Darwinian selection has a great Petri dish in Myrtle Beach. Dozens of courses in the acknowledged golf supermarket of America have closed forever in the last three years, victims of overbuilding and developers' zeal to build more condos close to the beach. Most of the courses have been replaced by housing developments.
To be blunt, none of the dearly departed courses were very good, although when I was a 20-something avid golfer making my first pilgrimage to the Grand Strand, Possum Trot and Bay Tree Plantation were a step up from the municipal layouts I played at home. But over time, both quantity and quality combined to winnow out the weaker of the Strand's courses, which reached a total of almost 130 in the mid 1990s. No number of Canadian visitors in March and October could fill them all; and the rise in gas prices (and airline tickets) conspired to put the final nails in a few coffins.
Quality became an issue as well; great layouts like Caledonia and Grande Dunes and the designer Barefoot Resort courses made it difficult for the scruffier tracks to generate the traffic they needed. Deep price cuts didn't help; it made the third-tier courses seem like Odd Job Outlets.
Total courses in Myrtle Beach now number under 100. Of course, with the loss of courses, total rounds played year to date on the Strand are down, 100,000 fewer compared with the first half of last year, according to Myrtle Beach Golf Holiday, which coordinates marketing for the area's courses. But golf course operators on The Strand are smiling because they are generating more rounds per course and at higher greens fees. According to Myrtle Beach Golf Holiday, paid rounds per course jumped 123 in this year's three-month spring period compared with the same period last year.

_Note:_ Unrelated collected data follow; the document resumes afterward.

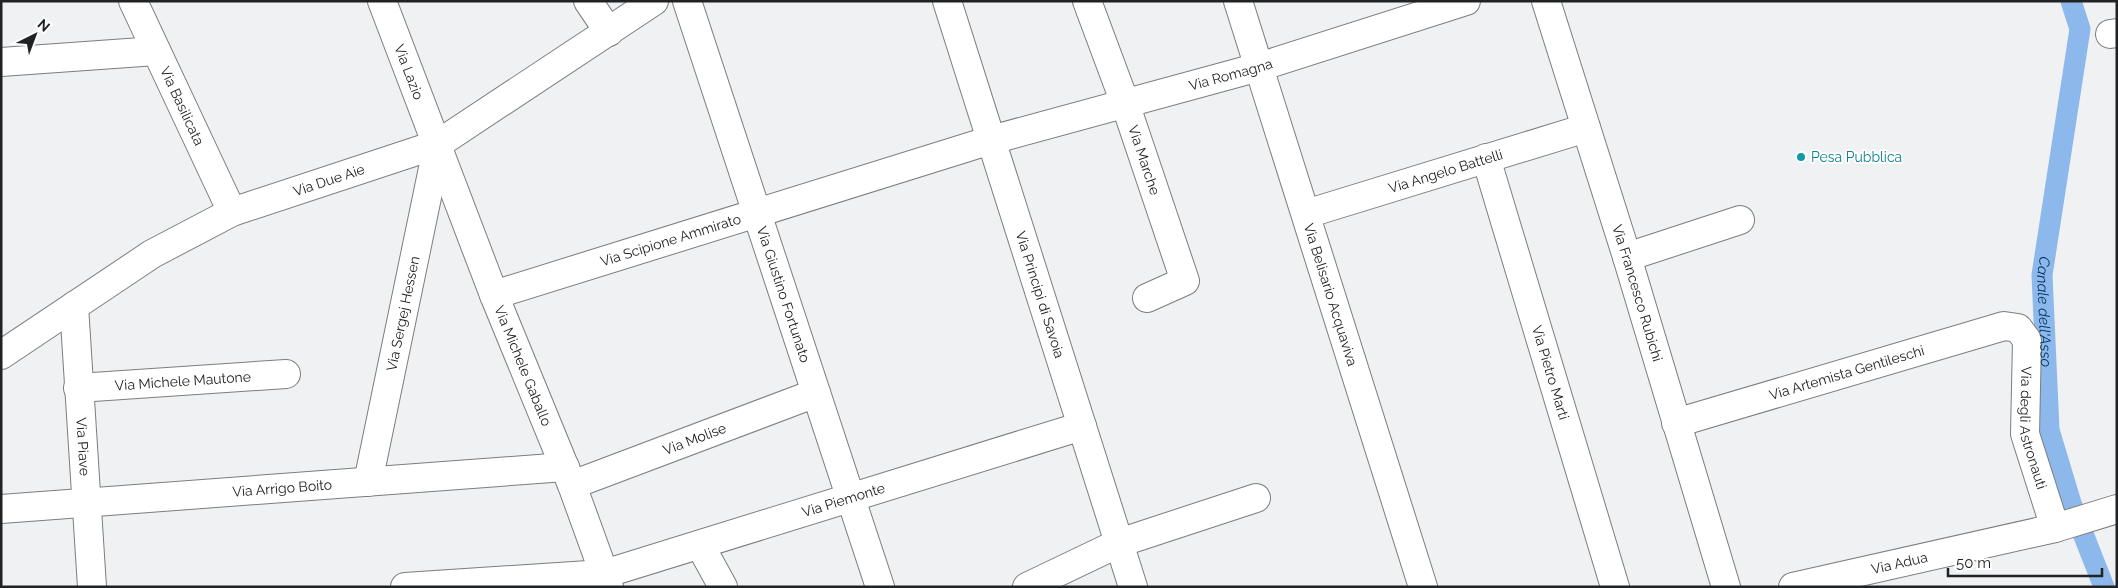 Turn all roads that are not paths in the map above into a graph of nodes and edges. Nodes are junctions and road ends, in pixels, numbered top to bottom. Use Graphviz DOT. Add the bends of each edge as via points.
graph roads {
  1 [pos="133,1"];
  2 [pos="382,1"];
  3 [pos="588,1"];
  4 [pos="654,1"];
  5 [pos="687,1"];
  6 [pos="947,1"];
  7 [pos="1087,1"];
  8 [pos="1238,1"];
  9 [pos="1466,1"];
  10 [pos="1546,1"];
  11 [pos="610,32"];
  12 [pos="156,51"];
  13 [pos="1,62"];
  14 [pos="1259,67"];
  15 [pos="1125,103"];
  16 [pos="1586,128"];
  17 [pos="991,140"];
  18 [pos="438,144"];
  19 [pos="1486,158"];
  20 [pos="232,212"];
  21 [pos="757,213"];
  22 [pos="1306,214"];
  23 [pos="1740,220"];
  24 [pos="1628,257"];
  25 [pos="494,295"];
  26 [pos="1147,298"];
  27 [pos="74,306"];
  28 [pos="2018,328"];
  29 [pos="1,355"];
  30 [pos="286,374"];
  31 [pos="78,388"];
  32 [pos="816,393"];
  33 [pos="1676,423"];
  34 [pos="1082,426"];
  35 [pos="569,476"];
  36 [pos="368,482"];
  37 [pos="851,498"];
  38 [pos="1256,498"];
  39 [pos="86,503"];
  40 [pos="1,509"];
  41 [pos="2104,512"];
  42 [pos="2060,526"];
  43 [pos="1119,543"];
  44 [pos="700,545"];
  45 [pos="607,580"];
  46 [pos="476,584"];
  47 [pos="92,587"];
  48 [pos="405,587"];
  49 [pos="723,587"];
  50 [pos="880,587"];
  51 [pos="1027,587"];
  52 [pos="1133,587"];
  53 [pos="1422,587"];
  54 [pos="1615,587"];
  55 [pos="1726,587"];
  56 [pos="1793,587"];
  1 -- 12 [label="street, Via Basilicata"];
  2 -- 18 [label="street, Via Lazio"];
  3 -- 11 [label="street"];
  4 -- 11 [label="street, Via Due Aie"];
  5 -- 21 [label="street, Via Giustino Fortunato"];
  6 -- 17 [label="street, Via Principi di Savoia"];
  7 -- 15 [label="street, Via Marche"];
  8 -- 14 [label="street, Via Belisario Acquaviva"];
  9 -- 14 [label="street, Via Romagna"];
  10 -- 16 [label="street, Via Francesco Rubichi"];
  11 -- 18 [label="street, Via Due Aie"];
  12 -- 13 [label="street"];
  12 -- 20 [label="street, Via Basilicata"];
  14 -- 15 [label="street, Via Romagna"];
  14 -- 22 [label="street, Via Belisario Acquaviva"];
  15 -- 17 [label="street, Via Romagna"];
  15 -- 26 [label="street, Via Marche" via="1185,281"];
  16 -- 19 [label="street, Via Angelo Battelli"];
  16 -- 24 [label="street, Via Francesco Rubichi"];
  17 -- 21 [label="street, Via Scipione Ammirato"];
  17 -- 34 [label="street, Via Principi di Savoia"];
  18 -- 20 [label="street, Via Due Aie"];
  18 -- 25 [label="street, Via Michele Gaballo"];
  18 -- 36 [label="street, Via Sergej Hessen"];
  19 -- 22 [label="street, Via Angelo Battelli"];
  19 -- 54 [label="street, Via Pietro Marti"];
  20 -- 27 [label="street, Via Due Aie" via="152,254"];
  21 -- 25 [label="street, Via Scipione Ammirato"];
  21 -- 32 [label="street, Via Giustino Fortunato"];
  22 -- 53 [label="street, Via Belisario Acquaviva"];
  23 -- 24 [label="street"];
  24 -- 33 [label="street, Via Francesco Rubichi"];
  25 -- 35 [label="street, Via Michele Gaballo"];
  27 -- 29 [label="street, Via Due Aie"];
  27 -- 31 [label="street, Via Piave"];
  28 -- 33 [label="street, Via Artemista Gentileschi" via="2004,326"];
  28 -- 42 [label="street, Via degli Astronauti" via="2027,340 2025,434"];
  30 -- 31 [label="street, Via Michele Mautone"];
  31 -- 39 [label="street, Via Piave"];
  32 -- 35 [label="street, Via Molise"];
  32 -- 37 [label="street, Via Giustino Fortunato"];
  33 -- 55 [label="street, Via Francesco Rubichi"];
  34 -- 37 [label="street, Via Piemonte"];
  34 -- 43 [label="street, Via Principi di Savoia"];
  35 -- 36 [label="street, Via Arrigo Boito"];
  35 -- 45 [label="street, Via Michele Gaballo"];
  36 -- 39 [label="street, Via Arrigo Boito"];
  37 -- 44 [label="street, Via Piemonte"];
  37 -- 50 [label="street, Via Giustino Fortunato"];
  38 -- 43 [label="street"];
  39 -- 40 [label="street, Via Arrigo Boito"];
  39 -- 47 [label="street, Via Piave"];
  41 -- 42 [label="street, Via Adua"];
  42 -- 56 [label="street, Via Adua"];
  43 -- 51 [label="street"];
  43 -- 52 [label="street, Via Principi di Savoia"];
  44 -- 45 [label="street, Via Piemonte"];
  44 -- 49 [label="street"];
  45 -- 46 [label="street, Via Piemonte"];
  46 -- 48 [label="street, Via Piemonte"];
}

As long as people keep relocating to the Myrtle Beach area, the current number of courses seems more rational and sustainable.
There is talk in the local newspapers about the possibility of new course construction on the horizon, now that area courses are making money again. Given the lessons of the recent past, we would expect any new courses to be more Grande Dunes than, say, Deer Track (another defunct layout). Also, the time may be right for the members at a few semi-private courses to follow the lead of The Surf Club and go fully private. There is room in the Myrtle Beach portfolio of courses for another one or two private courses.
Wedgefield Plantation in Georgetown, SC, hung on through the dark days of the Myrtle Beach golf business and is now generating more rounds and revenue.